Zwei ganze Arbeitstage lang wurden während der P-16-Vermessung insgesamt 40 Millionen Punkte erfasst. Um ein 3D-Modell für CAD (Computer Aided Design)-Anwendungen zu erstellen, wurden die Daten vom Leica T-Scan in PolyWorks importiert, der StandardSoftware für die Verarbeitung von Punktwolken, die im Leica T-Scan verwendet wird. Somit wurde ein Polygon-Modell der P-16 erstellt. Mit fortschrittlichen Algorithmen wurden von der PolyWorks-Software alle Datenpunkt ausgemittelt und miteinander zu einem genauen Netzmodell verbunden. Dann wurde das Modell mit Hilfe der PolyWorks-Editierwerkzeuge zu einer genauen digitalen Abbildung dieses historischenn Flugzeugs verfeinert und bearbeitet. Die Datenverarbeitung und Optimierung wurde durch einen Applikationsspezialisten von Duwe-3d AG durchgeführt. Die Duwe-3d AG in Lindau in Deutschland ist der Vertriebspartner von InnovMetric Software Inc. in Europa.

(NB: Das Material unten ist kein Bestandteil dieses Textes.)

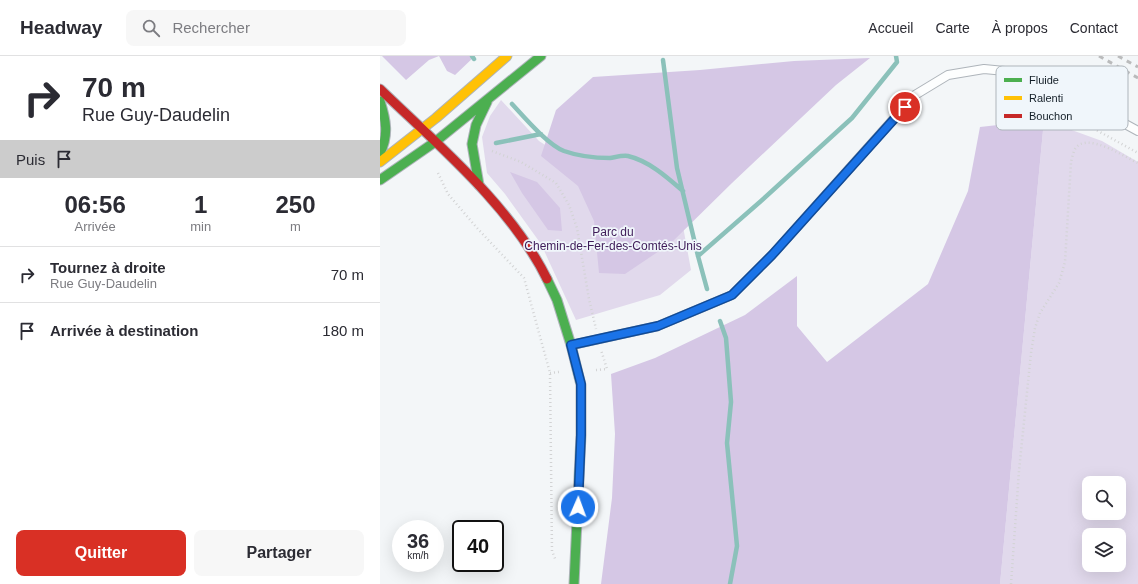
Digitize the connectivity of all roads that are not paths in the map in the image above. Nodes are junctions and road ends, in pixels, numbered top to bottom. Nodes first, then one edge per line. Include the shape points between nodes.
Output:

Marc Immer: “Mein Ziel ist es, die Leistungsdaten des Flugzeugs neu zu berechnen. Solche Berechnungen der Flugleistungsdaten, wie Steig- und Sinkraten, Überziehgeschwindigkeiten und das aerodynamische Verhalten bei aus- und eingefahrenen Klappen wird Informationen liefern, die für dieses Flugzeug wegen des plötzlichen Projektabbruchs und des fast kompletten Nichtvorhandenseins von Entwicklungs- und Flugtestdokumenten nie existiert haben. Die Mitarbeit am P-16-Forschungsprojekt hat sich für mich extrem gelohnt und mir wertvolle Erfahrungen vermittelt - im Umgang mit der modernsten Industriemessausrüstung, die derzeit auf dem Markt zu bekommen ist.”